TASK: Exact copy, pictures excluded: please retype every record below.
********
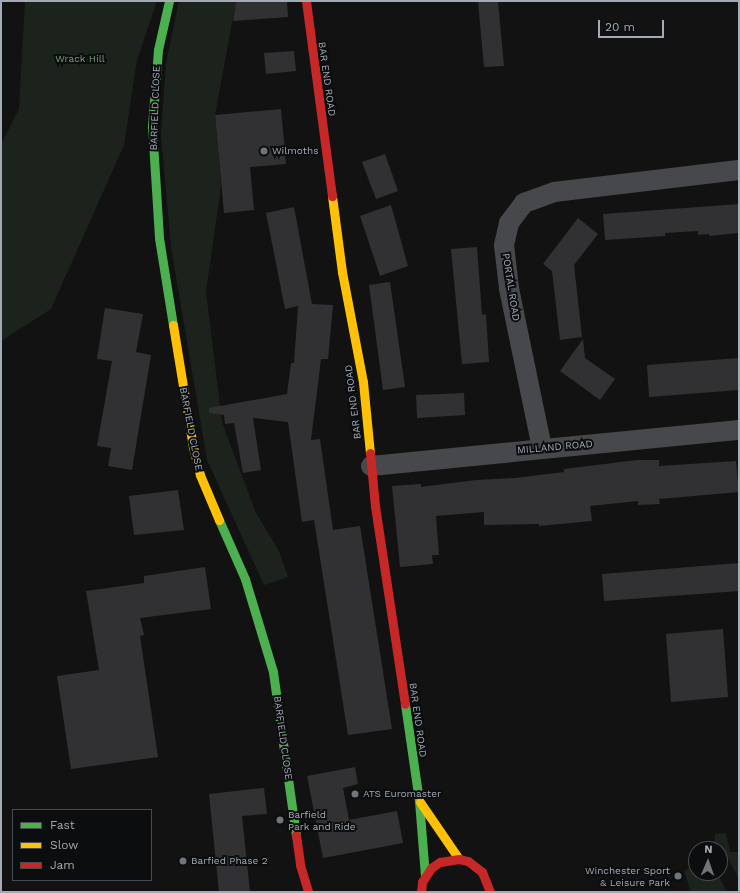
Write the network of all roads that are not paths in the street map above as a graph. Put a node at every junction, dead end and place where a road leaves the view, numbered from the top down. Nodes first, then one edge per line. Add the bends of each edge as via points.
1 (169, 1) edge
2 (306, 1) edge
3 (739, 170) edge
4 (739, 430) edge
5 (542, 448) junction
6 (371, 466) junction
7 (419, 801) junction
8 (459, 858) junction
9 (421, 887) edge
10 (308, 892) edge
11 (490, 892) edge

1 - 10 main road, BARFIELD CLOSE via 158,50 152,126 160,246 198,468 245,579 273,672 300,865
2 - 6 main road, BAR END ROAD via 342,272 362,375
3 - 5 street, PORTAL ROAD via 554,192 524,204 509,223 504,245 509,288
4 - 5 street, MILLAND ROAD
5 - 6 street, MILLAND ROAD
6 - 7 main road, BAR END ROAD
7 - 8 main road, BAR END ROAD
7 - 9 main road, BAR END ROAD
8 - 9 main road via 440,862
8 - 11 main road via 468,861 482,872

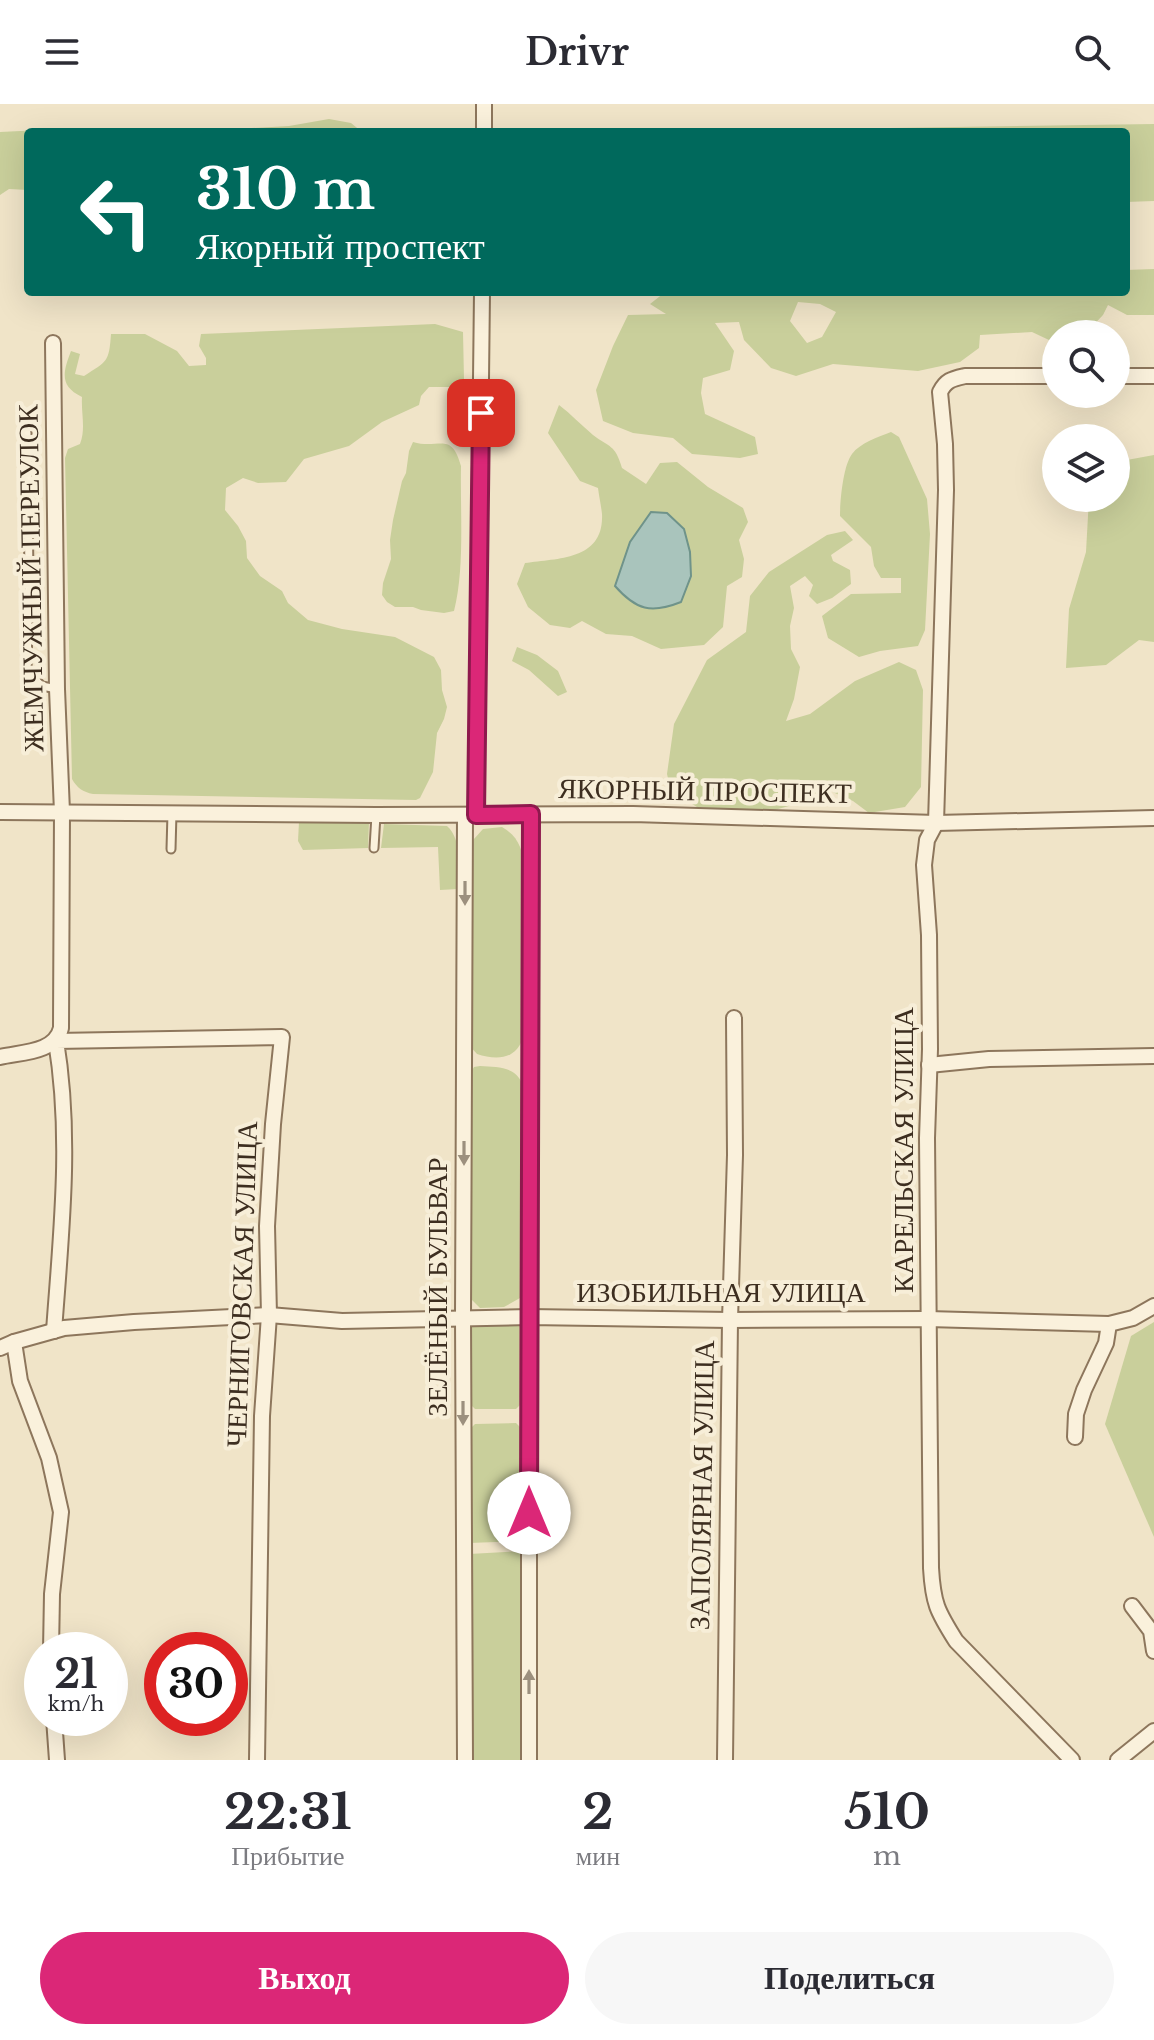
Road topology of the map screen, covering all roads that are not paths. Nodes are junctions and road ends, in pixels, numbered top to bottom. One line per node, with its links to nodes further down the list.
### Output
1 (484, 104): 2 (street)
2 (484, 128)
3 (482, 296): 15 (street, ЗЕЛЁНЫЙ БУЛЬВАР)
4 (53, 343): 9 (street, ЖЕМЧУЖНЫЙ ПЕРЕУЛОК)
5 (1042, 376): 17 (street, КАРЕЛЬСКАЯ УЛИЦА)
6 (1130, 376): 7 (street)
7 (1154, 376)
8 (27, 433): 9 (lane)
9 (57, 689): 11 (street, ЖЕМЧУЖНЫЙ ПЕРЕУЛОК)
10 (0, 812): 11 (street, ЯКОРНЫЙ ПРОСПЕКТ)
11 (62, 812): 12 (street, ЯКОРНЫЙ ПРОСПЕКТ); 21 (street, ЖЕМЧУЖНЫЙ ПЕРЕУЛОК)
12 (172, 813): 14 (street, ЯКОРНЫЙ ПРОСПЕКТ); 19 (lane)
13 (531, 814): 15 (street, ЯКОРНЫЙ ПРОСПЕКТ); 17 (street, ЯКОРНЫЙ ПРОСПЕКТ); 28 (street)
14 (376, 815): 15 (street, ЯКОРНЫЙ ПРОСПЕКТ); 18 (lane)
15 (470, 815): 27 (street, ЗЕЛЁНЫЙ БУЛЬВАР, one-way to 27)
16 (1154, 818): 17 (street, ЯКОРНЫЙ ПРОСПЕКТ)
17 (936, 823): 24 (street, КАРЕЛЬСКАЯ УЛИЦА)
18 (374, 848)
19 (171, 849)
20 (734, 1018): 30 (street, ЗАПОЛЯРНАЯ УЛИЦА)
21 (56, 1041): 23 (street); 26 (street, ЧЕРНИГОВСКАЯ УЛИЦА); 32 (street, ЖЕМЧУЖНЫЙ ПЕРЕУЛОК)
22 (1154, 1056): 24 (street)
23 (0, 1057)
24 (929, 1065): 29 (street, КАРЕЛЬСКАЯ УЛИЦА)
25 (1154, 1306): 31 (street)
26 (269, 1315): 27 (street, ИЗОБИЛЬНАЯ УЛИЦА); 32 (street, ИЗОБИЛЬНАЯ УЛИЦА); 41 (street, ЧЕРНИГОВСКАЯ УЛИЦА)
27 (463, 1317): 28 (street, ИЗОБИЛЬНАЯ УЛИЦА); 42 (street, ЗЕЛЁНЫЙ БУЛЬВАР, one-way to 42)
28 (529, 1317): 30 (street, ИЗОБИЛЬНАЯ УЛИЦА); 43 (street, one-way to 28)
29 (928, 1319): 30 (street, ИЗОБИЛЬНАЯ УЛИЦА); 31 (street, ИЗОБИЛЬНАЯ УЛИЦА); 45 (street, КАРЕЛЬСКАЯ УЛИЦА)
30 (730, 1320): 44 (street, ЗАПОЛЯРНАЯ УЛИЦА)
31 (1109, 1324): 34 (street)
32 (54, 1331): 33 (street, ИЗОБИЛЬНАЯ УЛИЦА)
33 (7, 1345): 36 (street)
34 (1075, 1437)
35 (1132, 1606): 37 (street)
36 (51, 1632)
37 (1154, 1651)
38 (1154, 1731): 46 (street)
39 (55, 1736): 40 (street)
40 (57, 1760)
41 (257, 1760)
42 (465, 1760)
43 (529, 1760)
44 (725, 1760)
45 (1072, 1760)
46 (1118, 1760)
********
RESULT:
Write the network of all roads that are not paths in the street map above as a graph. Put a node at every junction, dead end and place where a road leaves the view, numbered from the top down. Nodes first, then one edge per line. Add the bends of each edge as via points.
1 (169, 1) edge
2 (306, 1) edge
3 (739, 170) edge
4 (739, 430) edge
5 (542, 448) junction
6 (371, 466) junction
7 (419, 801) junction
8 (459, 858) junction
9 (421, 887) edge
10 (308, 892) edge
11 (490, 892) edge

1 - 10 main road, BARFIELD CLOSE via 158,50 152,126 160,246 198,468 245,579 273,672 300,865
2 - 6 main road, BAR END ROAD via 342,272 362,375
3 - 5 street, PORTAL ROAD via 554,192 524,204 509,223 504,245 509,288
4 - 5 street, MILLAND ROAD
5 - 6 street, MILLAND ROAD
6 - 7 main road, BAR END ROAD
7 - 8 main road, BAR END ROAD
7 - 9 main road, BAR END ROAD
8 - 9 main road via 440,862
8 - 11 main road via 468,861 482,872

Road topology of the map screen, covering all roads that are not paths. Nodes are junctions and road ends, in pixels, numbered top to bottom. One line per node, with its links to nodes further down the list.
### Output
1 (484, 104): 2 (street)
2 (484, 128)
3 (482, 296): 15 (street, ЗЕЛЁНЫЙ БУЛЬВАР)
4 (53, 343): 9 (street, ЖЕМЧУЖНЫЙ ПЕРЕУЛОК)
5 (1042, 376): 17 (street, КАРЕЛЬСКАЯ УЛИЦА)
6 (1130, 376): 7 (street)
7 (1154, 376)
8 (27, 433): 9 (lane)
9 (57, 689): 11 (street, ЖЕМЧУЖНЫЙ ПЕРЕУЛОК)
10 (0, 812): 11 (street, ЯКОРНЫЙ ПРОСПЕКТ)
11 (62, 812): 12 (street, ЯКОРНЫЙ ПРОСПЕКТ); 21 (street, ЖЕМЧУЖНЫЙ ПЕРЕУЛОК)
12 (172, 813): 14 (street, ЯКОРНЫЙ ПРОСПЕКТ); 19 (lane)
13 (531, 814): 15 (street, ЯКОРНЫЙ ПРОСПЕКТ); 17 (street, ЯКОРНЫЙ ПРОСПЕКТ); 28 (street)
14 (376, 815): 15 (street, ЯКОРНЫЙ ПРОСПЕКТ); 18 (lane)
15 (470, 815): 27 (street, ЗЕЛЁНЫЙ БУЛЬВАР, one-way to 27)
16 (1154, 818): 17 (street, ЯКОРНЫЙ ПРОСПЕКТ)
17 (936, 823): 24 (street, КАРЕЛЬСКАЯ УЛИЦА)
18 (374, 848)
19 (171, 849)
20 (734, 1018): 30 (street, ЗАПОЛЯРНАЯ УЛИЦА)
21 (56, 1041): 23 (street); 26 (street, ЧЕРНИГОВСКАЯ УЛИЦА); 32 (street, ЖЕМЧУЖНЫЙ ПЕРЕУЛОК)
22 (1154, 1056): 24 (street)
23 (0, 1057)
24 (929, 1065): 29 (street, КАРЕЛЬСКАЯ УЛИЦА)
25 (1154, 1306): 31 (street)
26 (269, 1315): 27 (street, ИЗОБИЛЬНАЯ УЛИЦА); 32 (street, ИЗОБИЛЬНАЯ УЛИЦА); 41 (street, ЧЕРНИГОВСКАЯ УЛИЦА)
27 (463, 1317): 28 (street, ИЗОБИЛЬНАЯ УЛИЦА); 42 (street, ЗЕЛЁНЫЙ БУЛЬВАР, one-way to 42)
28 (529, 1317): 30 (street, ИЗОБИЛЬНАЯ УЛИЦА); 43 (street, one-way to 28)
29 (928, 1319): 30 (street, ИЗОБИЛЬНАЯ УЛИЦА); 31 (street, ИЗОБИЛЬНАЯ УЛИЦА); 45 (street, КАРЕЛЬСКАЯ УЛИЦА)
30 (730, 1320): 44 (street, ЗАПОЛЯРНАЯ УЛИЦА)
31 (1109, 1324): 34 (street)
32 (54, 1331): 33 (street, ИЗОБИЛЬНАЯ УЛИЦА)
33 (7, 1345): 36 (street)
34 (1075, 1437)
35 (1132, 1606): 37 (street)
36 (51, 1632)
37 (1154, 1651)
38 (1154, 1731): 46 (street)
39 (55, 1736): 40 (street)
40 (57, 1760)
41 (257, 1760)
42 (465, 1760)
43 (529, 1760)
44 (725, 1760)
45 (1072, 1760)
46 (1118, 1760)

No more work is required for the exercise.